As notas de repúdio da Ufac e do Conselho Regional de Engenharia e Agronomia do Acre (Crea-AC) são importantes, mas o cerne da questão reside na tentativa de deslegitimar a presença e a capacidade de uma profissional negra em um espaço de alta gestão. Não se trata apenas de uma agressão verbal, mas de um mecanismo que visa minar a credibilidade e a participação de vozes historicamente marginalizadas na construção de um futuro institucional mais inclusivo.
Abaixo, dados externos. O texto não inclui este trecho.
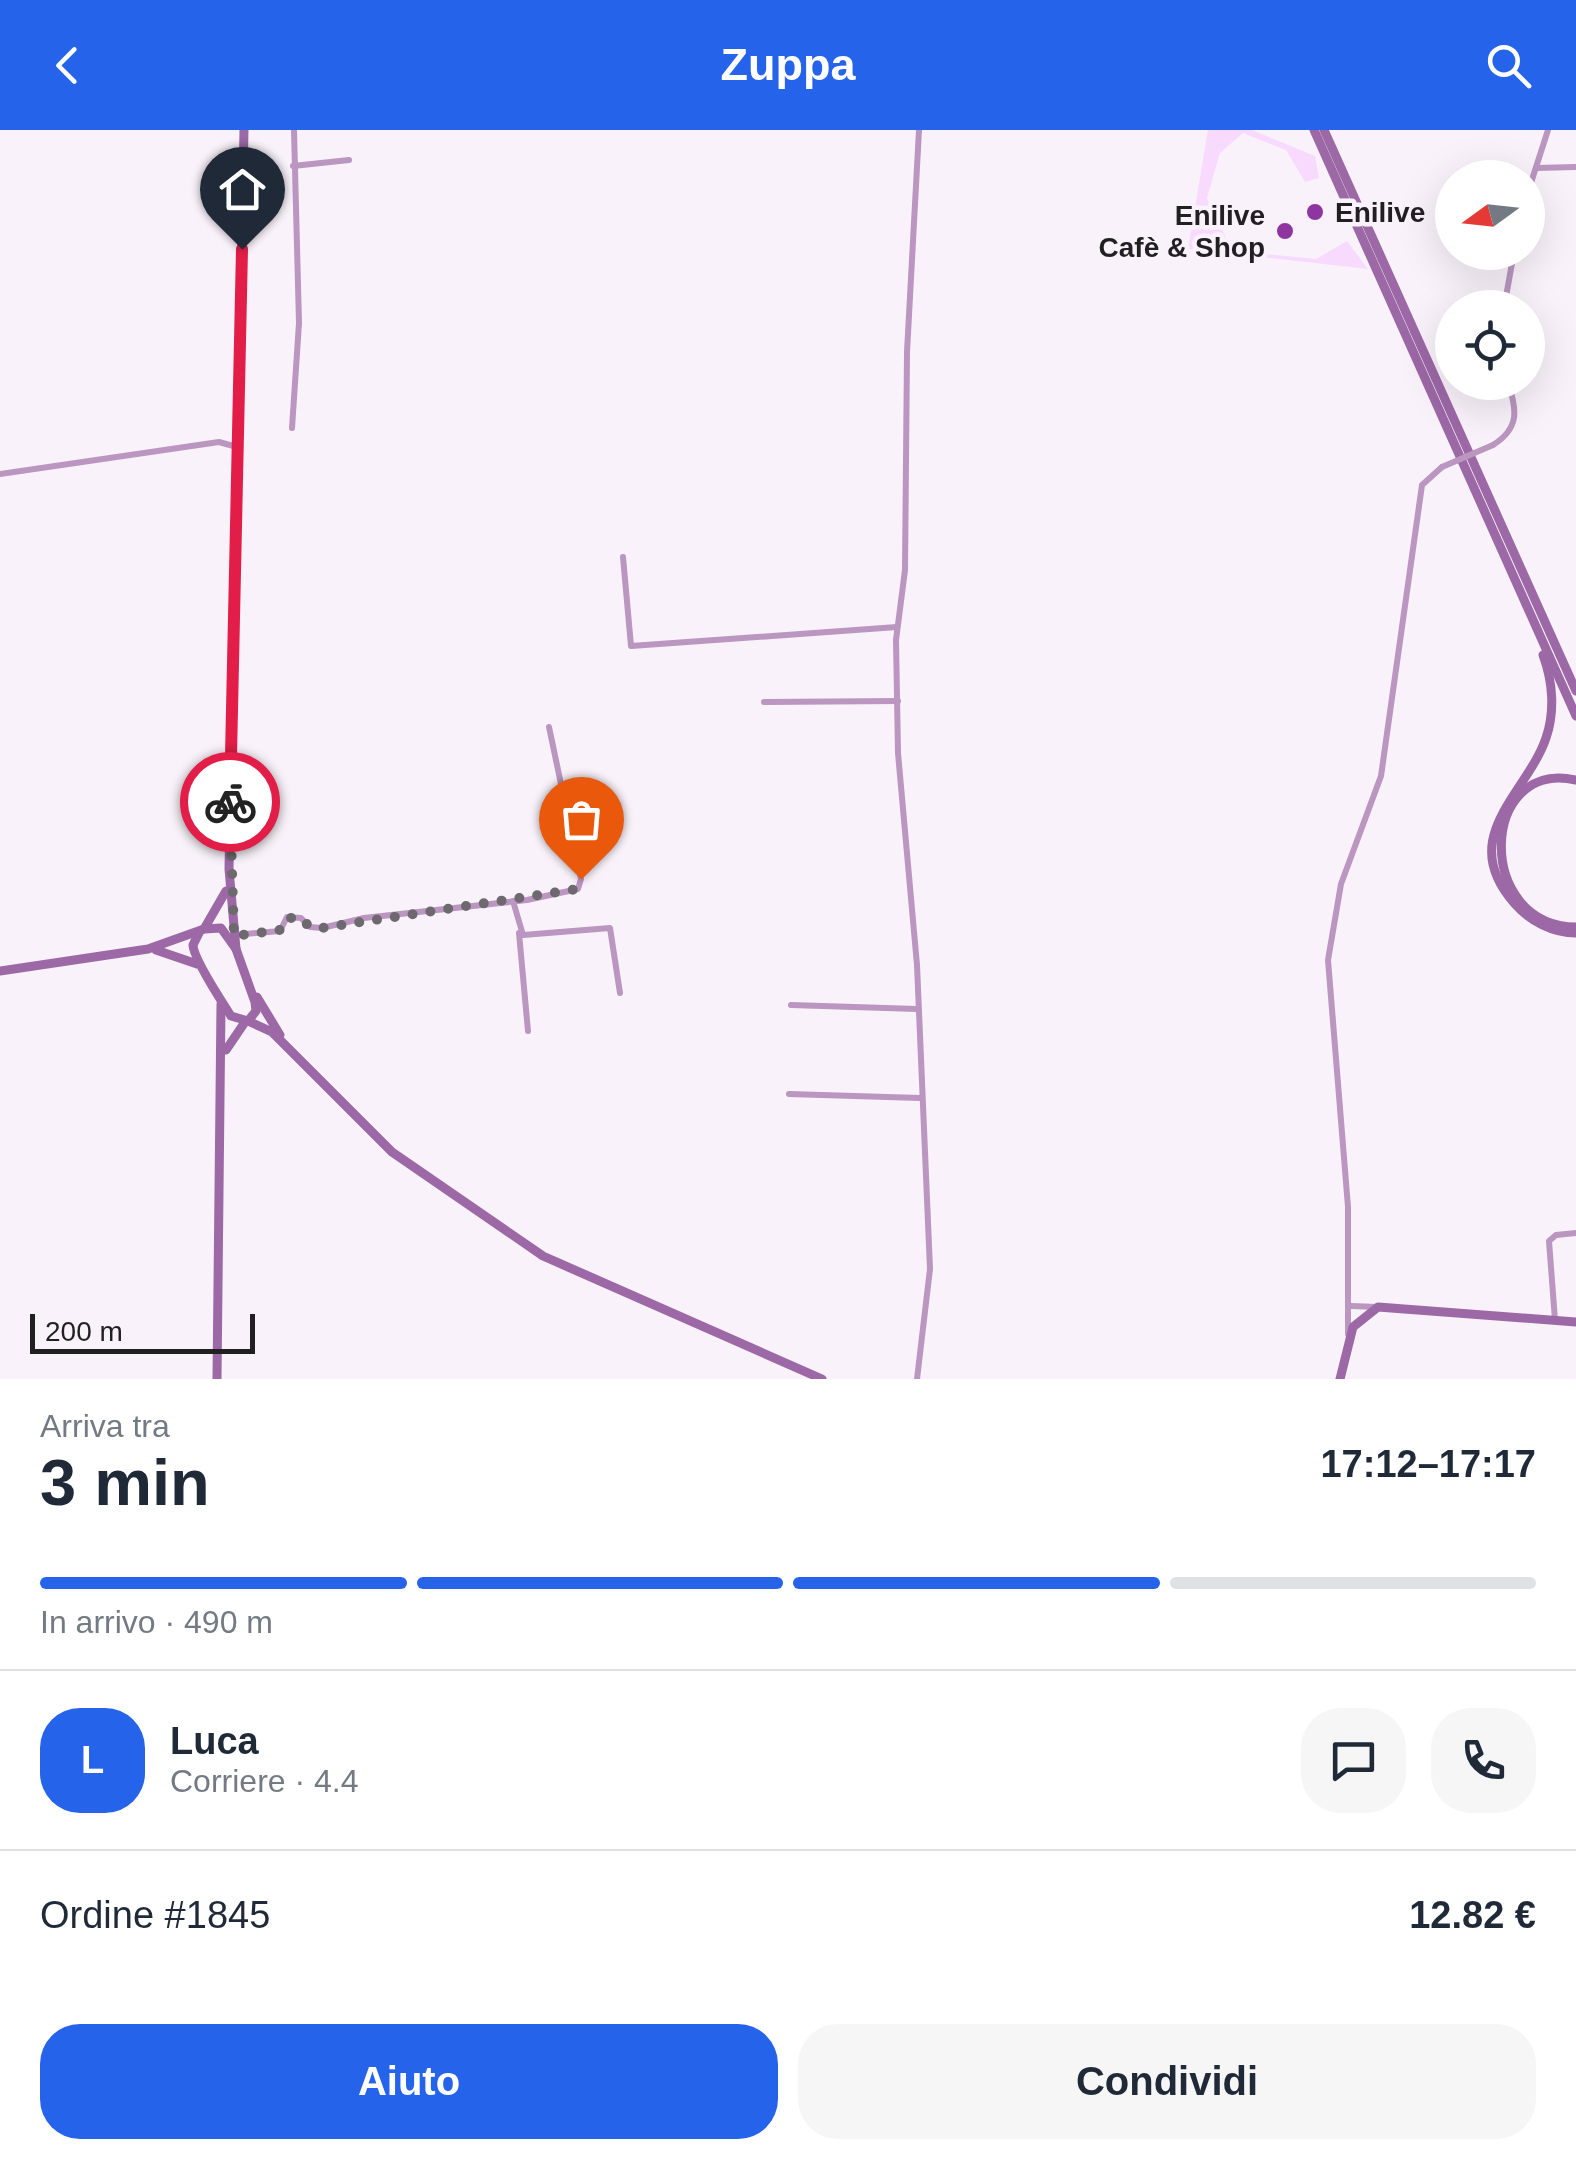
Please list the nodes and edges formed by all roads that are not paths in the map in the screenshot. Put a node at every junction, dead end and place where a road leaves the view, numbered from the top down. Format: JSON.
{"nodes":[{"id":1,"x":244,"y":130,"type":"edge"},
{"id":2,"x":294,"y":130,"type":"edge"},
{"id":3,"x":919,"y":130,"type":"edge"},
{"id":4,"x":1314,"y":130,"type":"edge"},
{"id":5,"x":1324,"y":130,"type":"edge"},
{"id":6,"x":1548,"y":130,"type":"edge"},
{"id":7,"x":349,"y":160,"type":"dead end"},
{"id":8,"x":1539,"y":160,"type":"edge"},
{"id":9,"x":293,"y":166,"type":"junction"},
{"id":10,"x":1576,"y":167,"type":"edge"},
{"id":11,"x":1545,"y":168,"type":"edge"},
{"id":12,"x":1512,"y":400,"type":"edge"},
{"id":13,"x":292,"y":428,"type":"dead end"},
{"id":14,"x":237,"y":446,"type":"junction"},
{"id":15,"x":0,"y":474,"type":"edge"},
{"id":16,"x":1483,"y":504,"type":"junction"},
{"id":17,"x":1514,"y":552,"type":"junction"},
{"id":18,"x":623,"y":558,"type":"dead end"},
{"id":19,"x":897,"y":628,"type":"junction"},
{"id":20,"x":1576,"y":679,"type":"edge"},
{"id":21,"x":1576,"y":692,"type":"edge"},
{"id":22,"x":898,"y":701,"type":"junction"},
{"id":23,"x":764,"y":702,"type":"dead end"},
{"id":24,"x":1576,"y":716,"type":"edge"},
{"id":25,"x":549,"y":726,"type":"dead end"},
{"id":26,"x":1576,"y":780,"type":"edge"},
{"id":27,"x":229,"y":869,"type":"junction"},
{"id":28,"x":514,"y":901,"type":"junction"},
{"id":29,"x":202,"y":930,"type":"junction"},
{"id":30,"x":1576,"y":930,"type":"edge"},
{"id":31,"x":519,"y":932,"type":"junction"},
{"id":32,"x":234,"y":936,"type":"junction"},
{"id":33,"x":148,"y":949,"type":"junction"},
{"id":34,"x":236,"y":949,"type":"junction"},
{"id":35,"x":198,"y":964,"type":"junction"},
{"id":36,"x":0,"y":971,"type":"edge"},
{"id":37,"x":251,"y":989,"type":"junction"},
{"id":38,"x":620,"y":993,"type":"dead end"},
{"id":39,"x":221,"y":996,"type":"junction"},
{"id":40,"x":791,"y":1006,"type":"dead end"},
{"id":41,"x":918,"y":1009,"type":"junction"},
{"id":42,"x":246,"y":1021,"type":"junction"},
{"id":43,"x":528,"y":1031,"type":"dead end"},
{"id":44,"x":286,"y":1046,"type":"junction"},
{"id":45,"x":224,"y":1068,"type":"junction"},
{"id":46,"x":789,"y":1094,"type":"dead end"},
{"id":47,"x":920,"y":1098,"type":"junction"},
{"id":48,"x":1576,"y":1233,"type":"edge"},
{"id":49,"x":1351,"y":1306,"type":"junction"},
{"id":50,"x":1378,"y":1307,"type":"junction"},
{"id":51,"x":1554,"y":1320,"type":"junction"},
{"id":52,"x":1576,"y":1322,"type":"edge"},
{"id":53,"x":1348,"y":1337,"type":"junction"},
{"id":54,"x":217,"y":1379,"type":"edge"},
{"id":55,"x":822,"y":1379,"type":"edge"},
{"id":56,"x":917,"y":1379,"type":"edge"},
{"id":57,"x":1340,"y":1379,"type":"edge"}],
"edges":[{"from":1,"to":14,"type":"main road"},
{"from":2,"to":9,"type":"street"},
{"from":3,"to":19,"type":"street"},
{"from":4,"to":16,"type":"main road"},
{"from":5,"to":17,"type":"main road"},
{"from":6,"to":8,"type":"street"},
{"from":7,"to":9,"type":"street"},
{"from":9,"to":13,"type":"street"},
{"from":10,"to":11,"type":"street"},
{"from":12,"to":49,"type":"street","bridge":true},
{"from":14,"to":15,"type":"street"},
{"from":14,"to":27,"type":"main road"},
{"from":16,"to":24,"type":"main road"},
{"from":16,"to":30,"type":"main road"},
{"from":17,"to":20,"type":"main road"},
{"from":17,"to":21,"type":"main road"},
{"from":18,"to":19,"type":"street"},
{"from":19,"to":22,"type":"street"},
{"from":22,"to":23,"type":"street"},
{"from":22,"to":41,"type":"street"},
{"from":25,"to":28,"type":"street"},
{"from":26,"to":30,"type":"main road"},
{"from":27,"to":29,"type":"main road"},
{"from":27,"to":32,"type":"main road"},
{"from":28,"to":31,"type":"street"},
{"from":28,"to":32,"type":"street"},
{"from":29,"to":33,"type":"main road"},
{"from":29,"to":34,"type":"main road"},
{"from":29,"to":35,"type":"main road"},
{"from":31,"to":38,"type":"street"},
{"from":31,"to":43,"type":"street"},
{"from":32,"to":34,"type":"main road"},
{"from":33,"to":35,"type":"main road"},
{"from":33,"to":36,"type":"main road"},
{"from":34,"to":37,"type":"main road"},
{"from":35,"to":39,"type":"main road"},
{"from":37,"to":42,"type":"main road"},
{"from":37,"to":44,"type":"main road"},
{"from":39,"to":42,"type":"main road"},
{"from":39,"to":45,"type":"main road"},
{"from":40,"to":41,"type":"street"},
{"from":41,"to":47,"type":"street"},
{"from":42,"to":44,"type":"main road"},
{"from":42,"to":45,"type":"main road"},
{"from":44,"to":55,"type":"main road"},
{"from":45,"to":54,"type":"main road"},
{"from":46,"to":47,"type":"street"},
{"from":47,"to":56,"type":"street"},
{"from":48,"to":51,"type":"street"},
{"from":49,"to":50,"type":"street"},
{"from":49,"to":53,"type":"street"},
{"from":50,"to":51,"type":"main road"},
{"from":50,"to":53,"type":"main road"},
{"from":51,"to":52,"type":"main road"},
{"from":53,"to":57,"type":"main road"}]}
Em um processo eleitoral, tal tática pode ter repercussões diretas na percepção pública e na confiança na lisura do pleito.
Por que isso importa?
Contexto Rápido
- Apesar dos avanços recentes, a representatividade de pessoas negras, especialmente mulheres, em cargos de reitoria e vice-reitoria em universidades federais brasileiras ainda é significativamente baixa, evidenciando uma persistente barreira estrutural.
- Pesquisas recentes indicam uma intensificação de ataques virtuais de cunho racista e misógino, muitas vezes orquestrados para silenciar ou descredibilizar figuras públicas que desafiam o status quo em ambientes digitais e acadêmicos.
- No Acre, a Ufac não é apenas uma instituição de ensino, mas um polo vital para o desenvolvimento científico, cultural e socioeconômico, tornando as eleições para sua reitoria um termômetro crucial da saúde democrática e do compromisso com a diversidade na região amazônica.